UW study aims to quantify impacts of heat waves, poor air quality

Last updated on Aug 03, 23

Posted on Aug 03, 23

3 min read

People know intrinsically that bad air quality, heat and cardiorespiratory issues don’t mix. Mohammed Dardir, a postdoctoral fellow in the School of Environment, Enterprise and Development at the University of Waterloo, has the numbers to back that up.

Dardir and his team looked at the correlation between heat events and health impacts on vulnerable populations on a day-by-day basis in the communities of Mississauga and Brampton between 2003 and 2017.

The researchers studied the impact of heat waves, defined by Health Canada for southern Ontario as when daytime temperature exceeds 31 degrees Celsius, and nighttime minimum temperature is greater than 20 degrees Celsius for two days in a row.

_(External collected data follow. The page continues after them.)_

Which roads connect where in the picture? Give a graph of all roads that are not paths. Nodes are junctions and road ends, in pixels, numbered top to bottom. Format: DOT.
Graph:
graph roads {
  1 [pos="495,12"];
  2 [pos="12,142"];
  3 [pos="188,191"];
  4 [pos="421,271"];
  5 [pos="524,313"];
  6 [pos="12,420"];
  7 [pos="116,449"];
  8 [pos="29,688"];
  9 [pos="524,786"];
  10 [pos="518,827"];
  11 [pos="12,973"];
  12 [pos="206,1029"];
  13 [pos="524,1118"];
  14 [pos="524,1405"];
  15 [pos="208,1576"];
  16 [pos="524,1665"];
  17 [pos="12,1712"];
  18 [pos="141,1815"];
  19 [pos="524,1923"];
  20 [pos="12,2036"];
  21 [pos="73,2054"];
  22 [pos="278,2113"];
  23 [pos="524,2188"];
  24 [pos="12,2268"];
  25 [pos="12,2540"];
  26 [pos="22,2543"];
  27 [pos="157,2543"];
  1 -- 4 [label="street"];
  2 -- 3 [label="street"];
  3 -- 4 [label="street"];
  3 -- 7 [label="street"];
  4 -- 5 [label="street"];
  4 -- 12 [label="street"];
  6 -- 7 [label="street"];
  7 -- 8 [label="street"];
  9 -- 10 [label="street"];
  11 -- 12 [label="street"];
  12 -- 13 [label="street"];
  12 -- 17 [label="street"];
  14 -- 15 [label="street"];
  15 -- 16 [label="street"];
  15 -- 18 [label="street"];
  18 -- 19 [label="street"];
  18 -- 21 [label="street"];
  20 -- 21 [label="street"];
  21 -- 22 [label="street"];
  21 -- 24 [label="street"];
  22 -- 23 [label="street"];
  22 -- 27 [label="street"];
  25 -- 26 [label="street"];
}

Another definition says that a heat wave occurs when the humidex, which measures the combined impact of humidity and temperature, is above 40 degrees Celsius for two days in a row. The temperature data was examined in conjunction with ozone levels and levels of fine particulate matter in the air, the two main factors that influence air quality.

Along with heat and air quality, the researchers also compared the number of trips to the emergency department for the total population, the population with cardiorespiratory issues, the elderly population and the population of elders with cardiorespiratory issues.

Dardir says the point of the study was to understand how temperature and air quality impact these populations on a specific municipal level.

“Why do we do it on that scale? Because we promote actually the main aim – the research is not only for this publication, it’s an ongoing research about promoting policies for mitigation and air pollutant mitigation strategies to promote it to the municipality, to promote mitigation strategies for the community,” he explained.

Dardir says that the method his team used for Brampton and Mississauga can be repeated for any municipality wherever the information is available, and could even be used on other datasets to understand, say, the impact of heat and air quality on worker productivity.

He notes that his team worked with the Greenbelt Foundation on the project. The foundation’s staff, along with Dardir, are working on a heat modeling report which will speak on why it’s important to better understand the relationship between heat events and health, as well as what can be done to help people’s chances of survival and good health.

Previous research from the Greenbelt Foundation found that a focus on increasing and preserving an urban area’s tree canopy has immediate effects on temperature. In the foundation’s report on cooling corridors, researchers found that the Greenbelt’s urban river valleys are cooler than the surrounding urban landscape, and that increasing the tree canopy by 50 per cent decreased the average temperature up to 1.3 degrees Celsius. Increasing the tree canopy by 80 per cent decreased the daily average temperatures by two degrees Celsius.

“The cooling benefits of urban and near-urban greenspace will be critical during the summer months. For residents of Ontario without air conditioning and for whom a visit to a nearby mall or community centre to cool down is out of the question, time spent in greenspace may be the best means for staying active and cool,” said the report.

Dardir hopes the research and methodology will be used by municipalities to make decisions about mitigation of heat impacts on vulnerable populations, with interventions like planting shade trees, investing in emergency warning programs, planning to have more staff available for ambulances or to support hospitals and long-term care homes.

“Heat waves cause more deaths in Canada than any other climate hazard,” he said in a release from the University of Waterloo. “We are getting better at being proactive and planning for climate emergencies, but we still aren’t responding to temperatures in the same way we respond to big weather events, such as floods and fires.”

Climate change models predict that heat waves will become more frequent and intense, said Dardir. So, he feels the public must take the issue seriously.

“This research is not only for having this correlation, full stop. No, we need to build on, to act. We need to do something. The community, I believe, needs to take urgent steps regarding protection against extreme heat.”